I would hesitate to claim that Baum read Hoffmann. To be sure, it wouldn't be impossible as English translations of Hoffmann were available. However, Hoffmann is one of the earliest writers of what became modern science fiction and gothic fantasy. In many of his fantasies, such as The Golden Pot, we find a person living a normal life when they happen to witness something wonderful. A serpent under a tree becomes a lovely woman, a tiny flea helps a young man see beyond the deceptions thrown in his way, a miner sees a fantastic underground kingdom, a little girl sees a damaged nutcracker's eyes sparkle, or a bedridden invalid interprets the goings on outside his window. In a similar vein, Baum made a common but terrifying Kansas cyclone become the gateway to an incredible adventure.
Hoffmann is known to have inspired writers Baum would almost certainly have read, such as Edgar Allen Poe and also Charles Dickens, who Baum claimed was a favorite. (In fact, some wonder if Dickens' nickname Boz was actually the inspiration for Baum's most famous creation.) So even if Baum didn't know Hoffmann directly, some inspiration passed along.
There are other similarities between Baum and Hoffmann. Given their lifespans, they both settled into the life of an author late in their lives, with Baum picking up on children's writing in the last 22 years of his life. Hoffmann began publishing his stories in his last decade of life. Both were fairly progressive in their views and enjoyed music and the stage, Baum writing many pieces for the stage in his life, and Hoffmann created the opera Undine and composing music on his own. And yet as varied and fascinating careers as both men had, both are remembered chiefly for a fantasy work for children they produced: The Nutcracker and the Mouse King and The Wonderful Wizard of Oz. And both works inspired far more popular dramatic adaptations famous for their music: The Nutcracker ballet scored by Tchaikovsky and MGM's classic film The Wizard of Oz.
In fact if we may go further, both of these famous adaptations often under serve their heroines. Judy Garland's Dorothy is less headstrong than her literary counterpart, relying on her friends to rescue her from the Wicked Witch of the West when she's captured and her defeat of the Witch being a happy accident. Baum's Dorothy also accidentally kills the Witch, but in an act of defiance. Don't get me wrong, Judy is still a powerhouse of a performer in the film, but her character could have stood up to the Witch a little more.

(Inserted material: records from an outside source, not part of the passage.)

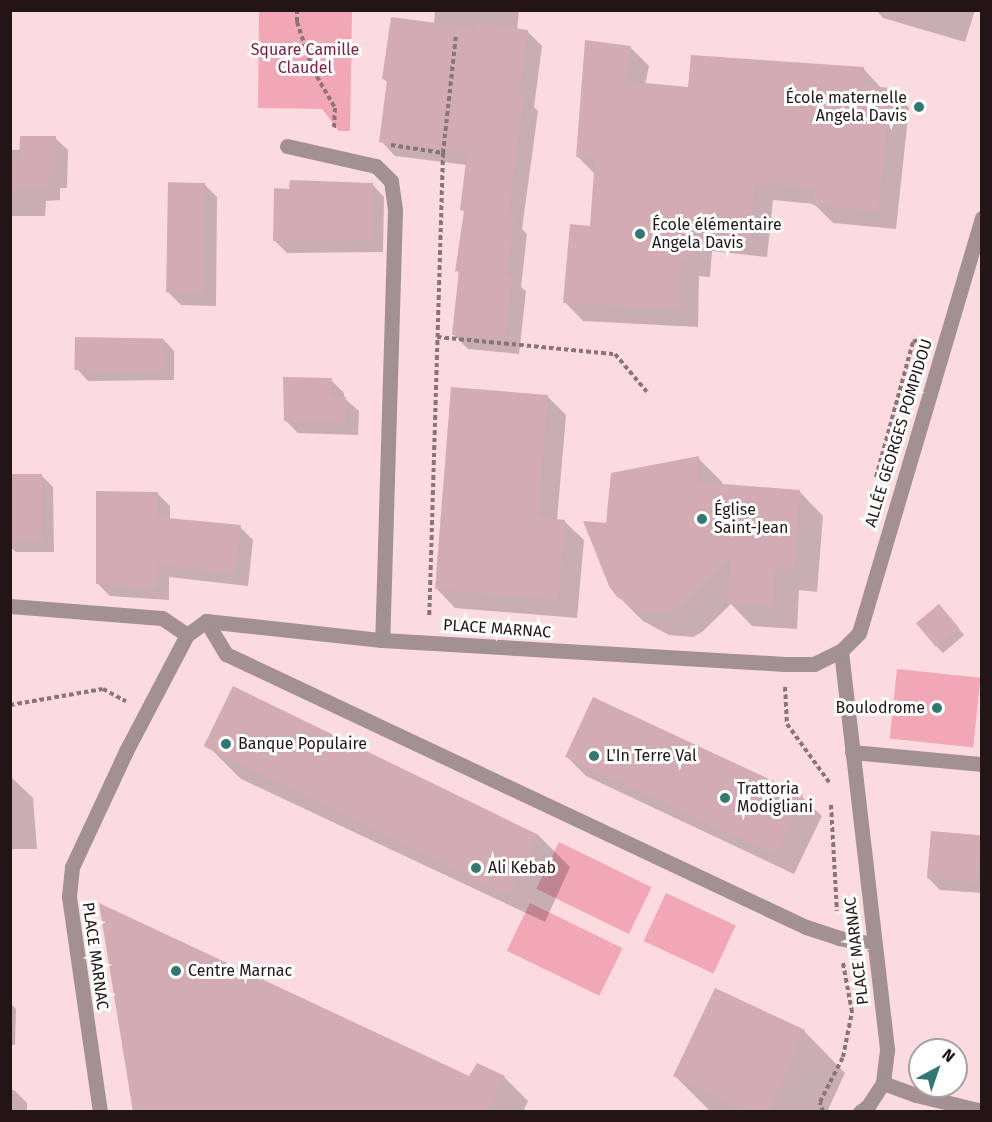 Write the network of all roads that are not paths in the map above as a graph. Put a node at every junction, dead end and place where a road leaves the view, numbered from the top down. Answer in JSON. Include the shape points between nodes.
{"nodes":[{"id":1,"x":287,"y":146,"type":"dead end"},
{"id":2,"x":981,"y":222,"type":"edge"},
{"id":3,"x":10,"y":606,"type":"edge"},
{"id":4,"x":206,"y":621,"type":"junction"},
{"id":5,"x":187,"y":635,"type":"junction"},
{"id":6,"x":382,"y":640,"type":"junction"},
{"id":7,"x":841,"y":651,"type":"junction"},
{"id":8,"x":852,"y":752,"type":"junction"},
{"id":9,"x":981,"y":764,"type":"edge"},
{"id":10,"x":874,"y":944,"type":"junction"},
{"id":11,"x":883,"y":1083,"type":"junction"},
{"id":12,"x":981,"y":1111,"type":"edge"},
{"id":13,"x":100,"y":1112,"type":"edge"},
{"id":14,"x":860,"y":1112,"type":"edge"}],
"edges":[{"from":1,"to":6,"type":"street","via":[[376,166],[391,181],[395,210]]},
{"from":2,"to":7,"type":"street","name":"ALLÉE GEORGES POMPIDOU","via":[[859,633]]},
{"from":3,"to":5,"type":"street","via":[[162,618]]},
{"from":4,"to":5,"type":"street","name":"PLACE MARNAC"},
{"from":4,"to":6,"type":"street","name":"PLACE MARNAC"},
{"from":4,"to":10,"type":"street","via":[[226,654],[806,927]]},
{"from":5,"to":13,"type":"street","name":"PLACE MARNAC","via":[[72,867],[69,896]]},
{"from":6,"to":7,"type":"street","name":"PLACE MARNAC","via":[[784,664],[814,664]]},
{"from":7,"to":8,"type":"street","name":"PLACE MARNAC"},
{"from":8,"to":9,"type":"street"},
{"from":8,"to":10,"type":"street","name":"PLACE MARNAC"},
{"from":10,"to":11,"type":"street","name":"PLACE MARNAC","via":[[887,1050]]},
{"from":11,"to":12,"type":"street"},
{"from":11,"to":14,"type":"street","name":"PLACE MARNAC"}]} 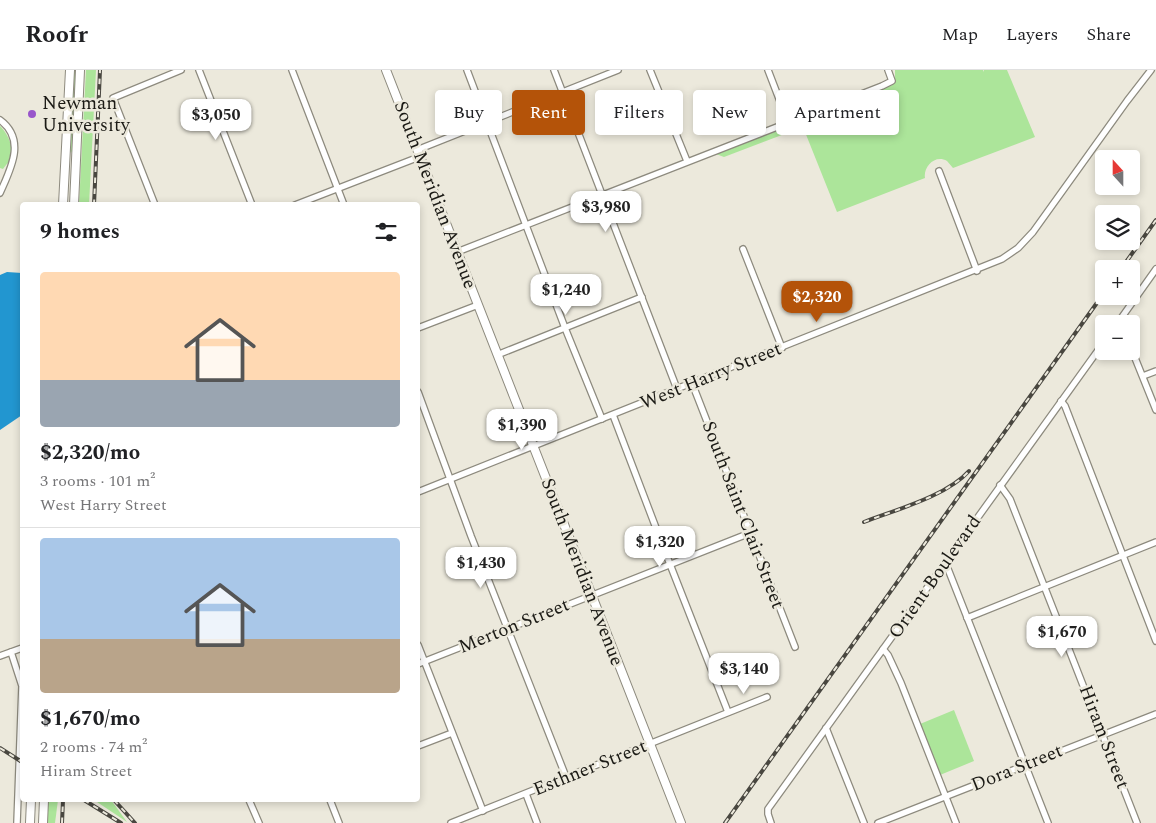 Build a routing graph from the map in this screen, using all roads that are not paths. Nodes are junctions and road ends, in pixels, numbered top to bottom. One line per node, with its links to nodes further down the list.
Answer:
1 (70, 70): 30 (main road)
2 (80, 70): 31 (main road)
3 (181, 70): 32 (street)
4 (199, 70): 33 (street)
5 (292, 70): 27 (street)
6 (386, 70): 24 (main road, South Meridian Avenue)
7 (467, 70): 14 (street)
8 (554, 70): 15 (street)
9 (618, 70): 16 (street)
10 (650, 70): 25 (street)
11 (768, 70): 18 (street)
12 (888, 70): 17 (street)
13 (1151, 70): 40 (street, West Harry Street)
14 (475, 90)
15 (561, 90)
16 (567, 90)
17 (871, 90)
18 (776, 91)
19 (0, 120): 28 (street)
20 (776, 127): 25 (street)
21 (458, 135): 24 (street)
22 (492, 135): 36 (street)
23 (579, 135): 29 (street)
24 (418, 153): 27 (street); 38 (main road, South Meridian Avenue)
25 (687, 161): 29 (street)
26 (939, 171): 40 (street)
27 (338, 188): 34 (street); 35 (street)
28 (0, 193)
29 (602, 195): 36 (street); 41 (street)
30 (62, 202)
31 (74, 202)
32 (154, 202)
33 (251, 202)
34 (303, 202)
35 (343, 202)
36 (527, 225): 38 (street); 45 (street)
37 (743, 248): 46 (street)
38 (457, 252): 42 (main road, South Meridian Avenue)
39 (1156, 269): 43 (street)
40 (977, 271): 46 (street, West Harry Street)
41 (642, 297): 45 (street); 53 (street)
42 (478, 305): 44 (street); 48 (main road, South Meridian Avenue)
43 (1124, 315)
44 (420, 327)
45 (565, 328): 48 (street); 58 (street)
46 (782, 348): 52 (street, West Harry Street)
47 (1095, 354): 55 (street, Orient Boulevard)
48 (497, 355): 59 (main road, South Meridian Avenue)
49 (1136, 360): 51 (street)
50 (1156, 371): 51 (street)
51 (1143, 376): 56 (street)
52 (692, 383): 53 (street, West Harry Street); 63 (street, South Saint Clair Street)
53 (678, 389): 57 (street, West Harry Street)
54 (420, 397): 60 (street)
55 (1061, 401): 61 (street, Orient Boulevard); 65 (street)
56 (1156, 410)
57 (613, 415): 58 (street, West Harry Street); 66 (street)
58 (602, 419): 59 (street, West Harry Street)
59 (532, 447): 60 (street, West Harry Street); 69 (main road, South Meridian Avenue)
60 (450, 479): 62 (street, West Harry Street); 71 (street)
61 (1000, 485): 67 (street, Orient Boulevard); 68 (street, Hiram Street)
62 (420, 491)
63 (750, 533): 66 (street, Merton Street); 73 (street, South Saint Clair Street)
64 (1156, 542): 65 (street)
65 (1123, 555): 68 (street); 72 (street)
66 (670, 564): 69 (street, Merton Street); 81 (street)
67 (944, 565): 70 (street); 75 (street, Orient Boulevard)
68 (1045, 586): 70 (street); 85 (street, Hiram Street)
69 (591, 595): 71 (street, Merton Street); 87 (main road, South Meridian Avenue)
70 (967, 618): 89 (street)
71 (508, 628): 78 (street, Merton Street); 90 (street)
72 (1156, 640)
73 (795, 647)
74 (20, 649): 76 (street)
75 (883, 649): 83 (street, Orient Boulevard); 92 (street)
76 (11, 652): 77 (street); 79 (street)
77 (0, 656)
78 (421, 663): 84 (street)
79 (20, 677)
80 (767, 697): 81 (street, Esthner Street)
81 (728, 712): 87 (street, Esthner Street)
82 (1156, 714): 85 (street, Dora Street)
83 (826, 728): 106 (street, Orient Boulevard); 107 (street)
84 (452, 733): 88 (street); 97 (street)
85 (1103, 735): 89 (street, Dora Street); 111 (street, Hiram Street)
86 (20, 741): 98 (street)
87 (650, 743): 90 (street, Esthner Street); 105 (main road, South Meridian Avenue)
88 (420, 745)
89 (1025, 765): 92 (street, Dora Street); 110 (street)
90 (566, 777): 91 (street, Esthner Street)
91 (526, 794): 97 (street, Esthner Street); 104 (street)
92 (946, 797): 108 (street, Dora Street); 109 (street)
93 (31, 802): 99 (main road)
94 (44, 802): 100 (main road)
95 (250, 802): 101 (street)
96 (331, 802): 102 (street)
97 (483, 811): 103 (street, Esthner Street)
98 (17, 823)
99 (30, 823)
100 (43, 823)
101 (259, 823)
102 (339, 823)
103 (451, 823)
104 (537, 823)
105 (681, 823)
106 (771, 823)
107 (864, 823)
108 (878, 823)
109 (956, 823)
110 (1048, 823)
111 (1137, 823) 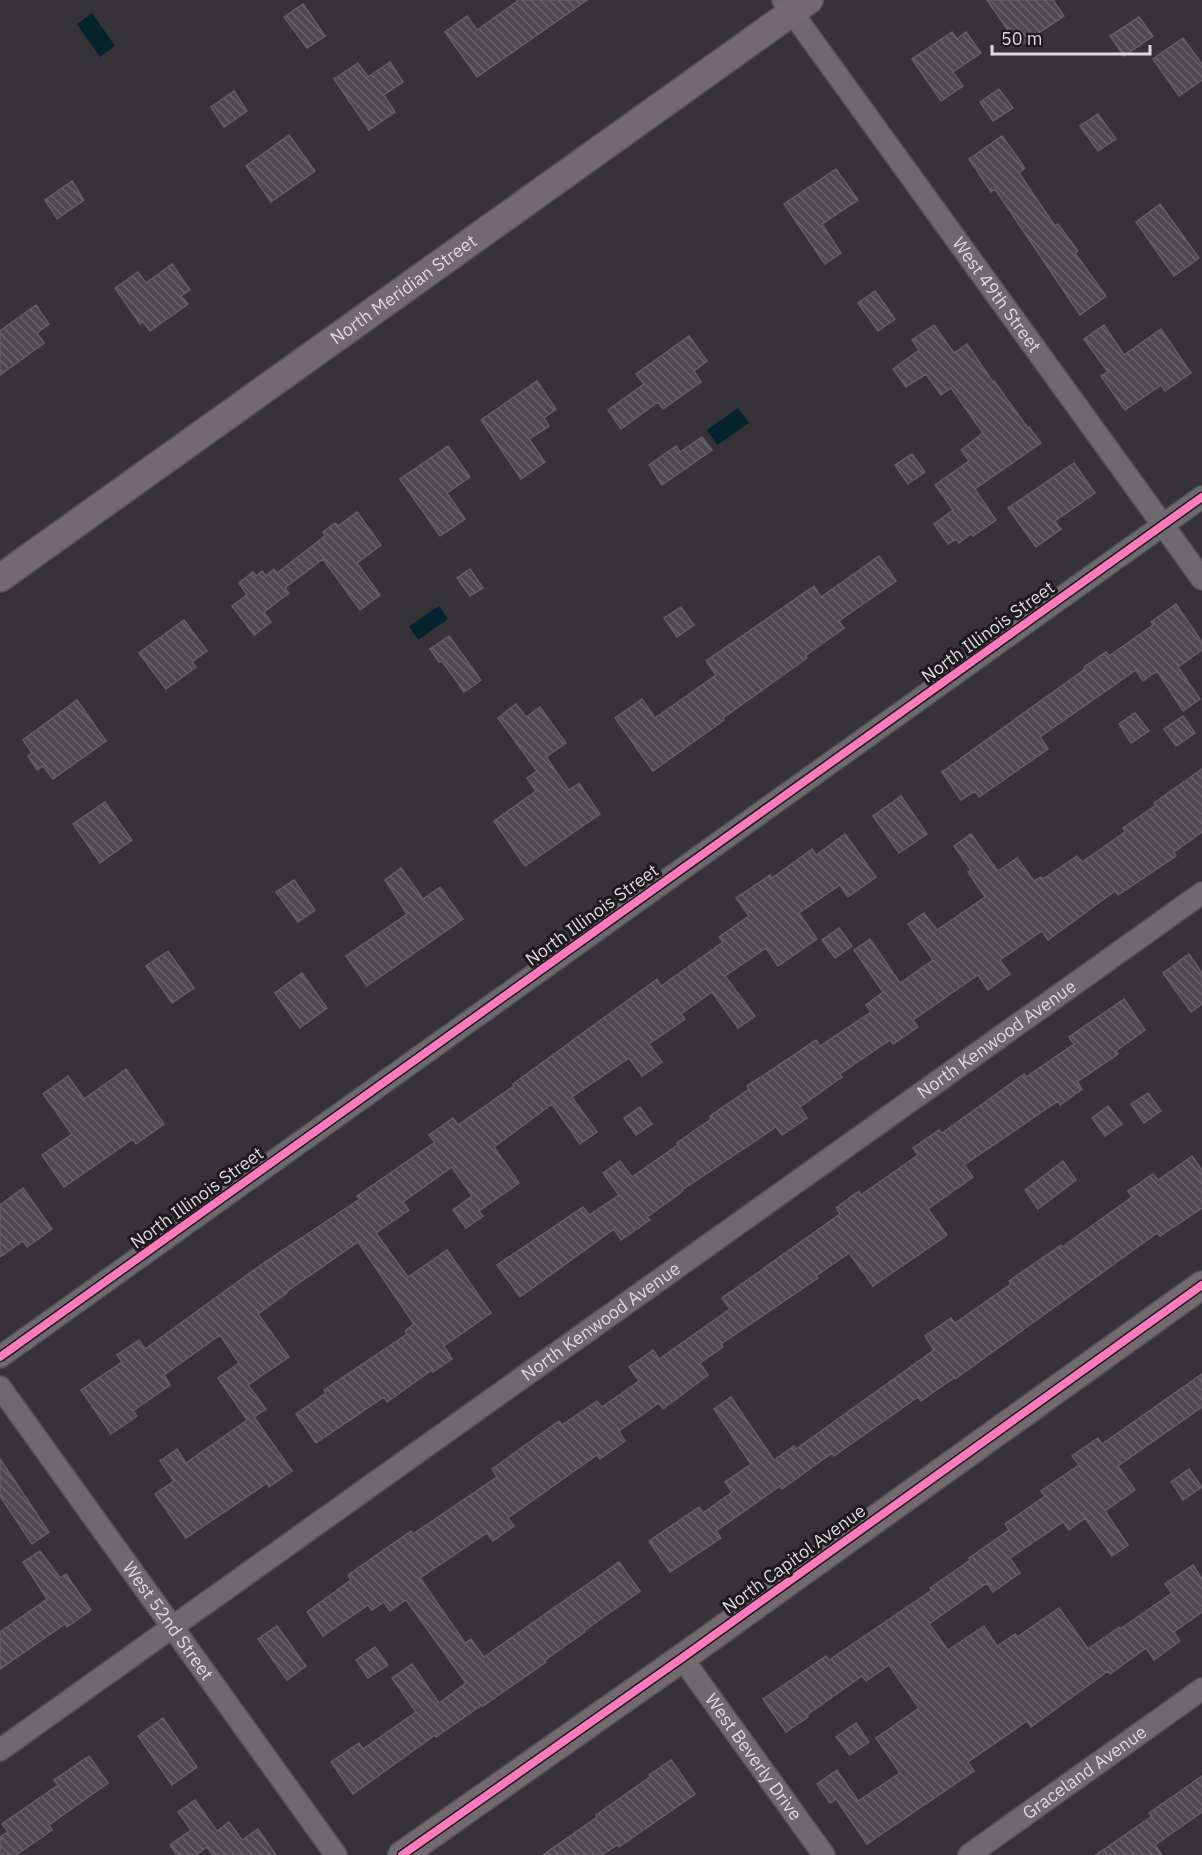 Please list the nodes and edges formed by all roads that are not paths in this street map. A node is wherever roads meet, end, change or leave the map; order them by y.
1 (795, 4) edge
2 (1202, 497) edge
3 (1163, 525) junction
4 (0, 578) edge
5 (1202, 579) edge
6 (1202, 892) edge
7 (1202, 1285) edge
8 (0, 1357) edge
9 (0, 1387) edge
10 (172, 1628) junction
11 (682, 1658) junction
12 (1202, 1689) edge
13 (0, 1750) edge
14 (336, 1855) edge
15 (402, 1855) edge
16 (824, 1855) edge
17 (969, 1855) edge

1 - 3 street, West 49th Street
1 - 4 main road, North Meridian Street
2 - 3 street, North Illinois Street
3 - 5 street, West 49th Street
3 - 8 street, North Illinois Street
6 - 10 street, North Kenwood Avenue
7 - 11 main road, North Capitol Avenue
9 - 10 street, West 52nd Street
10 - 13 street, North Kenwood Avenue
10 - 14 street, West 52nd Street
11 - 15 main road, North Capitol Avenue
11 - 16 street, West Beverly Drive
12 - 17 street, Graceland Avenue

In The Nutcracker ballet, Marie (or Clara, depending on the production) is largely passive until she happens to throw her shoe at the Mouse King. In Hoffmann, Marie only wishes throwing her shoe was the end of the Mouse King. Instead of immediately being whisked to a fairyland, she awakens in bed with a nasty cut in her arm and her parents chiding her for being careless. While she's recovering the Mouse King comes to her at night and demands her Christmas candy and then her sugar dolls in return for not destroying the Nutcracker. (And note, with German customs, her injury means she had to sit out most of her family's Christmas celebrations, so those are all she had left of her holiday.) She finally realizes the Nutcracker needs a new sword and manages to procure one from her brother, allowing the Nutcracker to finally defeat the Mouse King. The Nutcracker hails her as the reason for his victory.
Baum and Hoffmann, despite coming from different cultures and different times, seem to have nearly been on the same wavelength when it came to their sensibilities, writing of the mundane turning into the bizarre and fantastic, and even describing wondrous fantasy worlds.
So, if one is going to have Dorothy meet up with Alice and Wendy, perhaps they should also make room for a little German girl.